Taussig noticed his interest and gave a harsh chuckle. "Don't count on battle, lad; waste no false hopes! They'll not fight for glory, unless there's something to be won; no risk of foolishness, I assure you!"

"Still, they'll have to break the siege."

"That's already been decided. They hoped to take Carfilhiot unawares. Bad luck! He tricked them with his knaveries. Next time affairs will go differently; you'll see!"

"I don't plan to be here."

"Ha, so you would say! I have been Skaling nineteen years; I have a position of responsibility and in eleven years I have my pension. My hopes are on the side of my own good interests!"

Aillas looked him over with contempt. "I don't believe you want to win free."

Taussig became instantly curt. "Now then! That's flogging talk.
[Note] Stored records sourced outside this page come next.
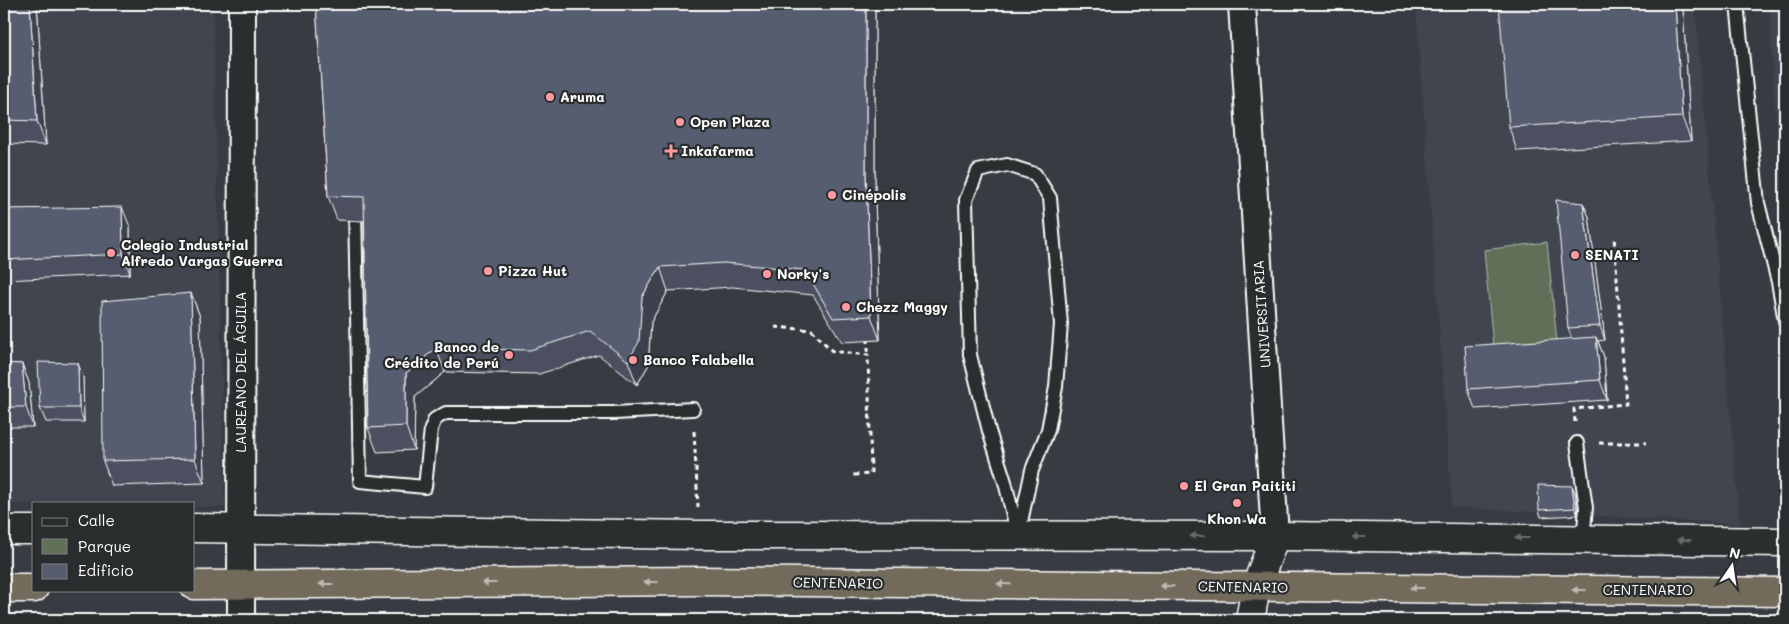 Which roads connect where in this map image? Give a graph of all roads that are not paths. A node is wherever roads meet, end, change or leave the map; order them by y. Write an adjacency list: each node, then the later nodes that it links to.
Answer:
1 (242, 4): 9 (street, LAUREANO DEL ÁGUILA)
2 (1242, 4): 13 (street, UNIVERSITARIA)
3 (1737, 4): 5 (lane)
4 (355, 190): 6 (lane)
5 (1785, 321)
6 (693, 409)
7 (1577, 443): 14 (lane)
8 (195, 528): 9 (street)
9 (241, 528): 12 (street); 16 (street, LAUREANO DEL ÁGUILA)
10 (4, 530): 11 (street)
11 (32, 530)
12 (1018, 536): 12 (lane); 13 (street, one-way to 12)
13 (1275, 536): 14 (street, one-way to 13); 18 (street, UNIVERSITARIA)
14 (1583, 539): 15 (street, one-way to 14)
15 (1785, 542)
16 (240, 584): 17 (highway, CENTENARIO); 18 (highway, CENTENARIO, one-way to 16); 22 (street, LAUREANO DEL ÁGUILA)
17 (195, 585)
18 (1256, 587): 21 (highway, CENTENARIO, one-way to 18); 23 (street, UNIVERSITARIA)
19 (4, 588): 20 (highway)
20 (32, 588)
21 (1785, 592)
22 (240, 620)
23 (1250, 620) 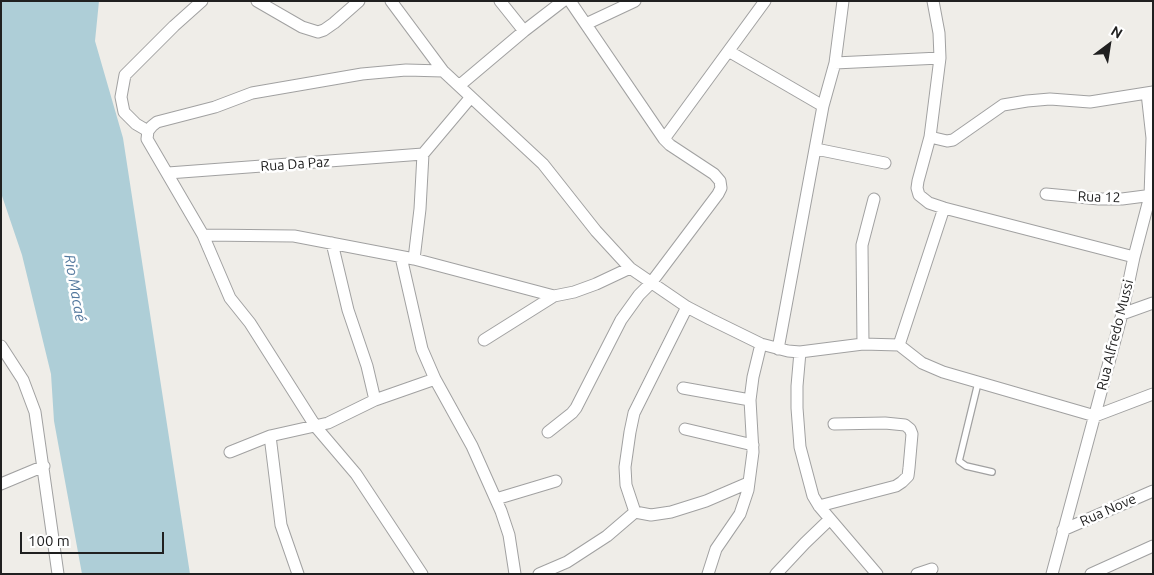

There goes the signal. Break camp."

The Ska with their Skalings departed the ridge and set off across the moors of South Ulfland. This was a land like none Aillas had known before: low hills grown over with gorse and heather and dales trickling with small streams. Outcrops of rock scarred the heights; thickets and copses shaded the swales. Peasants fled in all directions at the sight of the black troops. Much of the land had been abandoned, the huts deserted, the stone fences broken, and furze growing rank. Castles kept the high places, testifying to the perils of clan warfare and the prevalence of raids by night. Many such places lay in ruins, the stones mottled with lichen; others, which had survived, jerked drawbridge high and manned the parapets to see the Ska troops pass by.